At this point you have two options, the first is to take it to a repair center. Or you can go the DIY route and try the following tips to save your iPhone from water damage:

  1. Take it out of the case (if it has any) and remove the sim card tray to let air in (so more air gets inside to dry the internals).
  2. Leave it in a warm place, like a sunny windowsill or somewhere similar.
  3. You can also use silica gels (the small packets that you find in boxes of shoes or bottles of medicine) as they absorb moisture that will help speed up the drying process.
  4. Another popular technique is to put it in rice. Put the iPhone inside a ziplock bag together with some rice. Rice will help absorb moisture from the phone’s internals.
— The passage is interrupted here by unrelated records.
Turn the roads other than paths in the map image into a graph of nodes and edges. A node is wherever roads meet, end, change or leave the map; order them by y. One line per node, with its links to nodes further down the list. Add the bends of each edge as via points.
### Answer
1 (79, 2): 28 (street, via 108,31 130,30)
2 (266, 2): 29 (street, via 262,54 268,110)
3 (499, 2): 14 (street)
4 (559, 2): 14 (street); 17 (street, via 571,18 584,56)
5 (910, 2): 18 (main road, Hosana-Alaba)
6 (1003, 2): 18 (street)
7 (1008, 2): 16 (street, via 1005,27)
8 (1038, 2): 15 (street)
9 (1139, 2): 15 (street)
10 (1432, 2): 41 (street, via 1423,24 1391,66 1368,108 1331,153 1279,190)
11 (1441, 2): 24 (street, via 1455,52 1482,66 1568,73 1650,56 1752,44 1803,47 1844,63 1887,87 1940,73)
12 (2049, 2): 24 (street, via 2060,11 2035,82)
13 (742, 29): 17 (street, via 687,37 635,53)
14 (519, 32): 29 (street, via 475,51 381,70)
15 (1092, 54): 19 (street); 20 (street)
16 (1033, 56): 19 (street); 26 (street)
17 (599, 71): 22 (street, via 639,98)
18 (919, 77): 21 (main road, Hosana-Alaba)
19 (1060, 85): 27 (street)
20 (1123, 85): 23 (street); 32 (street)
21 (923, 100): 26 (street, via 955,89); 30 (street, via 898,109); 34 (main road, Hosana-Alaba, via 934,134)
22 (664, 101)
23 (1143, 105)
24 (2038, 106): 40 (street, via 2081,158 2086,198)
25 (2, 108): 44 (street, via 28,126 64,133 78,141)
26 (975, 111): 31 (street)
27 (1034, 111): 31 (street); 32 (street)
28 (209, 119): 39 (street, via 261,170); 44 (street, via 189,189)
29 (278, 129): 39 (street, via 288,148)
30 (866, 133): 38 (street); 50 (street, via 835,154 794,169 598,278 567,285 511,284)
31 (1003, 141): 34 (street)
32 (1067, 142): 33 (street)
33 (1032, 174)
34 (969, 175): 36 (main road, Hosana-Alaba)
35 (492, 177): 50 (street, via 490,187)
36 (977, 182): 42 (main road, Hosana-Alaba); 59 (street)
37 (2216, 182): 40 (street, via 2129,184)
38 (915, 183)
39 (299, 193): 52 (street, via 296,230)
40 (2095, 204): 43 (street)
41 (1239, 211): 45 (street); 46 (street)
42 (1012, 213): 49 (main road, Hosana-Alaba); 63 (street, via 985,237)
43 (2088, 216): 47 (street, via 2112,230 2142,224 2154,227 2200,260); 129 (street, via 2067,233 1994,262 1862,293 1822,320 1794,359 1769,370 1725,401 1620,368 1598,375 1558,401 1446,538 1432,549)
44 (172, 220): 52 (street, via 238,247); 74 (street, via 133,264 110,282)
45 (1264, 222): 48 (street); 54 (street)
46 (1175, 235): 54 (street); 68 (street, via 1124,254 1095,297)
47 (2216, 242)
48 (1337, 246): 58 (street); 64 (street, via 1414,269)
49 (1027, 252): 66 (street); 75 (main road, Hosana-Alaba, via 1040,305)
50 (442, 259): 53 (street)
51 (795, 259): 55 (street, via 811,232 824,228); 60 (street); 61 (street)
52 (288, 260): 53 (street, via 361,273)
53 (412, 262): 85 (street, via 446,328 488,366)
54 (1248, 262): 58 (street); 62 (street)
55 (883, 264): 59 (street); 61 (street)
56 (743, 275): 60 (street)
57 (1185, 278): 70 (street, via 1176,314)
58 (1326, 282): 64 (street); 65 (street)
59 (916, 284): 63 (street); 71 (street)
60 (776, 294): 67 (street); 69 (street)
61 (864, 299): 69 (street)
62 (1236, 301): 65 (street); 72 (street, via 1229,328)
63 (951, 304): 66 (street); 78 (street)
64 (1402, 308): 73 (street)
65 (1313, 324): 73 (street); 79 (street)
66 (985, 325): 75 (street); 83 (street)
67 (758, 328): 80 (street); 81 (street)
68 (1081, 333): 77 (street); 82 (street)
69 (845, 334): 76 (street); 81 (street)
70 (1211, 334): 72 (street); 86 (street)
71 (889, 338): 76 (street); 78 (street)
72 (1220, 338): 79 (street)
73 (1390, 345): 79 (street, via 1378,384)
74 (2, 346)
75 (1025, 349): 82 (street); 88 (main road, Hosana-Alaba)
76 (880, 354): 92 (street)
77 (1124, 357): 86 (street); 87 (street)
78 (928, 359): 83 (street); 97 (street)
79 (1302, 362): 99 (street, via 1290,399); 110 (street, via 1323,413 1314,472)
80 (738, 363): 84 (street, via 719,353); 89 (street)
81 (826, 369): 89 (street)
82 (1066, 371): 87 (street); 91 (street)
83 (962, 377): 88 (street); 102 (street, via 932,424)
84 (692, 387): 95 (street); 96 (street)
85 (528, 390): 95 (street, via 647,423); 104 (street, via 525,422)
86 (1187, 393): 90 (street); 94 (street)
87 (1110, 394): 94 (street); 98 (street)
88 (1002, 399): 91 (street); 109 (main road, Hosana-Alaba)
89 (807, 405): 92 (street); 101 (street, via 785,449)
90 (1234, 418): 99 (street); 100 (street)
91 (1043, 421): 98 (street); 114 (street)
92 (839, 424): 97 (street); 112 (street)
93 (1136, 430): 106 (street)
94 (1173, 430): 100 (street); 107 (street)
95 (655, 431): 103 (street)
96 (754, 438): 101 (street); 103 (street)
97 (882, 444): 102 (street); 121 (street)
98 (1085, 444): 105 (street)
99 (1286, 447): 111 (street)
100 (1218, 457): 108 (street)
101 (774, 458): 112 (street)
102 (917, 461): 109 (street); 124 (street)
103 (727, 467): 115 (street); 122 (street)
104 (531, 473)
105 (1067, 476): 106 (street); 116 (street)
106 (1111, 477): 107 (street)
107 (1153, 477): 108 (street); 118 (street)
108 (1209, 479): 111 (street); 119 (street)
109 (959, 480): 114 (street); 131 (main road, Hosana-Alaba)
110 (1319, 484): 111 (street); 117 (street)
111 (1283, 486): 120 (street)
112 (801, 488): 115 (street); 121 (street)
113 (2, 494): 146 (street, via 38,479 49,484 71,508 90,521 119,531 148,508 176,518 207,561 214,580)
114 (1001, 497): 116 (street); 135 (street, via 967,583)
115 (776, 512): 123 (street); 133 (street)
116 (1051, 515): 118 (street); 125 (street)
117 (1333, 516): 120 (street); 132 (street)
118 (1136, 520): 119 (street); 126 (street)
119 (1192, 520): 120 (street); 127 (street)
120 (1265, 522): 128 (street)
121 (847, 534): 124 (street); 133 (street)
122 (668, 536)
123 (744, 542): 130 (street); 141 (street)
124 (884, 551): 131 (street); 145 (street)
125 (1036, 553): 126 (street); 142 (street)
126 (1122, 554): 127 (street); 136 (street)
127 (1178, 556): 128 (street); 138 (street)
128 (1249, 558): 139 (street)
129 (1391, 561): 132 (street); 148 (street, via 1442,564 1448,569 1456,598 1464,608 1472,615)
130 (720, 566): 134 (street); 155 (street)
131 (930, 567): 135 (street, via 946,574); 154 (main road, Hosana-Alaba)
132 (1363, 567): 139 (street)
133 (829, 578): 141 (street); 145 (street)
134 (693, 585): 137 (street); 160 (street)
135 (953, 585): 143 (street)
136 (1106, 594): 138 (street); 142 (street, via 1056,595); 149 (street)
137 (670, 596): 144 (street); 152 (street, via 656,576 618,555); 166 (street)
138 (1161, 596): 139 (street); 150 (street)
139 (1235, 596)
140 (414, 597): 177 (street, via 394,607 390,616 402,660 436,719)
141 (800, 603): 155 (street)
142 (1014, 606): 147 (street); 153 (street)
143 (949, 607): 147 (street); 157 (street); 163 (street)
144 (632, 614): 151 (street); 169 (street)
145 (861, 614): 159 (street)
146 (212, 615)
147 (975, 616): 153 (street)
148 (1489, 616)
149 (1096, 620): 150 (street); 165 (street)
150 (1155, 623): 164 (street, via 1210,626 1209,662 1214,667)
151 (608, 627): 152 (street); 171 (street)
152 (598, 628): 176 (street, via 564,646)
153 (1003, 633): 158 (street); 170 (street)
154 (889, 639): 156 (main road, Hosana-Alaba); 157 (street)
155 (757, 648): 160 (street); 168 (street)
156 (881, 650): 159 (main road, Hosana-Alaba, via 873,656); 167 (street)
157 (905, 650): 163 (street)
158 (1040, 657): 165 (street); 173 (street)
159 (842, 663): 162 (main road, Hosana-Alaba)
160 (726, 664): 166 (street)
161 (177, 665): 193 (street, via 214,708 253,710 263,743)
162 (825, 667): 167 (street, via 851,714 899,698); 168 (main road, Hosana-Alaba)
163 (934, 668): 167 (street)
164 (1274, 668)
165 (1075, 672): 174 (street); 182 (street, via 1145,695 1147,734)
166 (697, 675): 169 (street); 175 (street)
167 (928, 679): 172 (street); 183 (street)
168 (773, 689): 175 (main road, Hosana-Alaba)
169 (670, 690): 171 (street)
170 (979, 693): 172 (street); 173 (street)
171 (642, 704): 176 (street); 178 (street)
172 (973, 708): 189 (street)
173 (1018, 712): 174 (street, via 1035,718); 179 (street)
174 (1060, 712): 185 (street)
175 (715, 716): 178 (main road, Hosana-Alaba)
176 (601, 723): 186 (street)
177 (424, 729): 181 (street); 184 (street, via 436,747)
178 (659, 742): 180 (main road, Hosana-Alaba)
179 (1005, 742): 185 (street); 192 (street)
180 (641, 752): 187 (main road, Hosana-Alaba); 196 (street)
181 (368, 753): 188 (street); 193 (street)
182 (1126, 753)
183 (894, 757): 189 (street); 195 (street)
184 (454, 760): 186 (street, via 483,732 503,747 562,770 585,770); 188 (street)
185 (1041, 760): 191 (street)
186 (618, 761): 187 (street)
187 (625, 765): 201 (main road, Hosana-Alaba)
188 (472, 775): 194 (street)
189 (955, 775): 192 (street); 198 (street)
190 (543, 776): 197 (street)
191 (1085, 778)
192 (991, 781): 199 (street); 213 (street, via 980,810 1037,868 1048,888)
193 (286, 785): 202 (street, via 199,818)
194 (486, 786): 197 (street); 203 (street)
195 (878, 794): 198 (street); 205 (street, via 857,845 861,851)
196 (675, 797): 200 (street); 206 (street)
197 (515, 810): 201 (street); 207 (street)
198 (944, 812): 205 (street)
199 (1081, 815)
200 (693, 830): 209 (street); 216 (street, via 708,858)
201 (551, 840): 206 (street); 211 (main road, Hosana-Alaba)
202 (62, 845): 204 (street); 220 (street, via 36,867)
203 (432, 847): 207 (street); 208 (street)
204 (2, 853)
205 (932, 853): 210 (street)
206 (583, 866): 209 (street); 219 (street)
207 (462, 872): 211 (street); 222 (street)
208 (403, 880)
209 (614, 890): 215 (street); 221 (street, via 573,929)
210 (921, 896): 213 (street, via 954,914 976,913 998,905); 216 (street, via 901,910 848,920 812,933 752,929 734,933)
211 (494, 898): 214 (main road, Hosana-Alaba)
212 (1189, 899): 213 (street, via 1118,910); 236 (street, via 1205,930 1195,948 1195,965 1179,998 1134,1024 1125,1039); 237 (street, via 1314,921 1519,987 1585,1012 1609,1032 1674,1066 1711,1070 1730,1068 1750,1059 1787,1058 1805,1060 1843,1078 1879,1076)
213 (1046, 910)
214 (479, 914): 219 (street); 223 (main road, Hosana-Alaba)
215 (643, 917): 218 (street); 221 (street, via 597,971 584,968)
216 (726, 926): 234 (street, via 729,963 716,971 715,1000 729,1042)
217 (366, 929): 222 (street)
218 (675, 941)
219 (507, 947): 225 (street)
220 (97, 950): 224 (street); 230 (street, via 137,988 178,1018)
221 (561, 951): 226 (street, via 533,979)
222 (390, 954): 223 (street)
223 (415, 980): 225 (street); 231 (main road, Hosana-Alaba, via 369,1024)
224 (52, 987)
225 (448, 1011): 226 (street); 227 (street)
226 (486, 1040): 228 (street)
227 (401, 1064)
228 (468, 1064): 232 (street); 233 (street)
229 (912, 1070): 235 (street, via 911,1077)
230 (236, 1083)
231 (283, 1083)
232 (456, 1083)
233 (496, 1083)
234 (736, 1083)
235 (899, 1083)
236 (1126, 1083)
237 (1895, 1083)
Wrapping your headphones correctly

Did you know that leaving your headphones always plugged into the headphone jack could loosen its connection to the motherboard?

When this happens, it increases the likelihood of damage that could lead to errors like getting your iPhone stuck in headphone mode.

It’s best to keep your headphones unplugged when not in use and stored in a protective case or pouch

How to Get My iPhone Out of Headphone Mode if None of These Steps Work?

If you’ve run out of luck and can’t get out of headphone mode even after trying the steps above, then the next logical step is to take it to an Apple-recognized center for repairs. Avoid third-party shops that you’re not certain you can trust or rely on.

Conclusion

The next time you get your iPhone stuck in headphone mode, don’t panic. Whether the issue is caused by hardware or software, there are plenty of ways to get it fixed.

By now, if you’ve followed some of the instructions that we’ve outlined above, there’s a very high-chance that you’re no longer suffering headphone-mode troubles, or, having lip sync battles with your boss.

Hopefully, we’ve helped you solve those problems, meaning your headphone issues are a thing of the past! Did we help you get our phone out of headphone mode? What method did you use? If you have your own unique way of getting an iPhone unstuck out of headphone mode, we’d love to hear about it.